Lieber Gott, verschone uns ...
Wir hatten doch einst ein recht gutes, ach, zumindest akzeptables Verhältnis zueinander. Gut, als Kind habe ich dich eher zwangsweise bei dir zu Hause besucht und später überhaupt nicht mehr, nicht mal zu Weihnachten. Aber du hattest doch genug Besuch. Ich weiß, der wird auch immer weniger.
Die Menschen scheinen zu glauben, du wärest auch aus der Kirche ausgetreten.

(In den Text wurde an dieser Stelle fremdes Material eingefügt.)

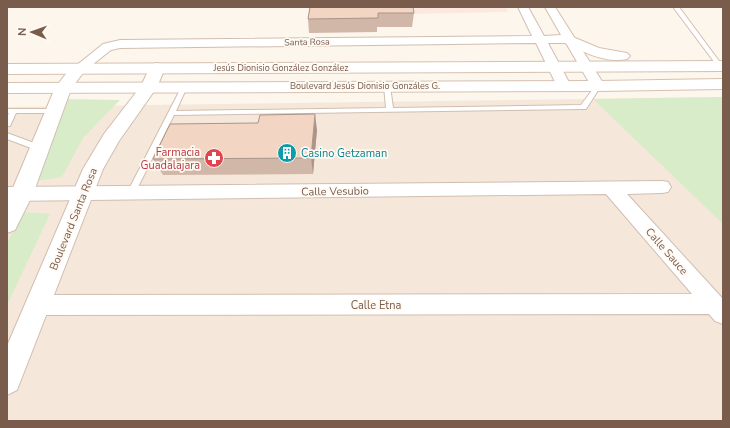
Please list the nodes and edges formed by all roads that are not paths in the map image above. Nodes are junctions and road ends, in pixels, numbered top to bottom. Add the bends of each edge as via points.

Immerhin habe ich manchmal gebetet. Schon klar, du hast mich durchschaut, denn es waren eher Hilferufe als richtige Gebete. Oder sogar Wutanfälle wie: Herrgott nochmal!
Heute zum Sommeranfang schicke ich dir auch solch ein Stoßgebet und möchte, dass du sofort alle Meteorologen Lügen strafst. Bitte verschone uns vor bis zu 40 Grad in der Stadt ab den nächsten Tagen. Denke doch mal, wenn schon nicht an uns Menschen, an die Tiere. Und die Pflanzen.
Da mein Wunsch vermutlich ins Leere läuft, werde ich heute doppelt kräftig durchatmen und mich für die nächsten Tage rüsten. Vielleicht bilde ich mir dann einfach ein, ich säße am Meer ... aber ob meine Phantasie dazu ausreicht?